The policy changes, civil liberties advocates say, also raise concerns about the guidelines under which border officers may share data copied from laptops and cell phones with other agencies and the types of questions they are allowed to ask U.S. citizens.
In July, the Department of Homeland Security disclosed policies that showed that federal agents may copy books, documents, and the data on electronic devices without suspecting a traveler of wrongdoing.
But what the department did not disclose was that since 1986 and until last year, the government generally required a higher standard: Federal agents needed probable cause that a law was being broken before they could copy material a traveler was bringing into the country.
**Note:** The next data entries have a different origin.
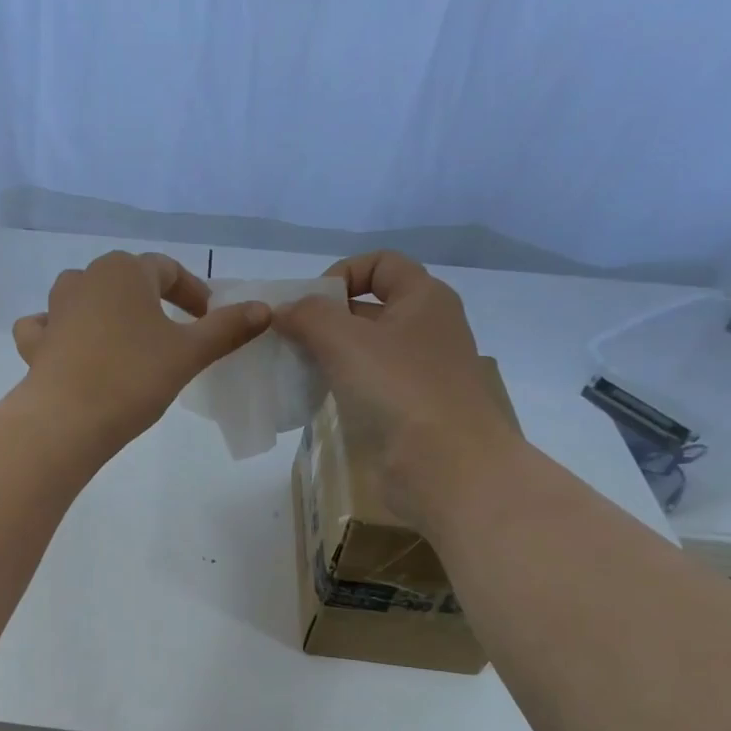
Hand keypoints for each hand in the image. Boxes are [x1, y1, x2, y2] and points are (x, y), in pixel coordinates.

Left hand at [11, 251, 269, 448]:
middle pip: (125, 280)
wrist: (67, 420)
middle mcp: (85, 279)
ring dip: (106, 311)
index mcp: (124, 270)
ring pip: (84, 297)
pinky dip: (58, 332)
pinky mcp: (35, 343)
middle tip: (172, 333)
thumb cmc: (133, 378)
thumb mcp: (189, 353)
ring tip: (125, 341)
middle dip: (151, 301)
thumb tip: (265, 309)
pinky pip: (47, 327)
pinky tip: (69, 348)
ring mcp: (53, 310)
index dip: (193, 292)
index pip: (168, 270)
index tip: (209, 319)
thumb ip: (227, 328)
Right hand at [272, 250, 520, 525]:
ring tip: (294, 370)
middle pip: (369, 306)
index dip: (340, 273)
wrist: (447, 467)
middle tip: (287, 341)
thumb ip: (308, 316)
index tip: (307, 306)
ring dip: (328, 355)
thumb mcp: (345, 341)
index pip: (380, 263)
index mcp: (424, 298)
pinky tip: (315, 400)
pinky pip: (368, 385)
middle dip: (325, 318)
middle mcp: (426, 328)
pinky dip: (340, 385)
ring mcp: (420, 372)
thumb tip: (283, 310)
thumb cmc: (399, 390)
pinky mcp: (409, 409)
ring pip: (365, 350)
“For 20 years the government has at least implicitly recognized there were some First Amendment restrictions on reading and copying documents,” said Shirin Sinnar, a staff attorney with the Asian Law Caucus, which along with the Electronic Frontier Foundation sued the government under the Freedom of Information Act for disclosure of border search policies.
Homeland Security spokeswoman Amy Kudwa said the changes reflect “the realities of the post-9/11 environment, the agency's expanded mission and legal authorities, and developments in the law.”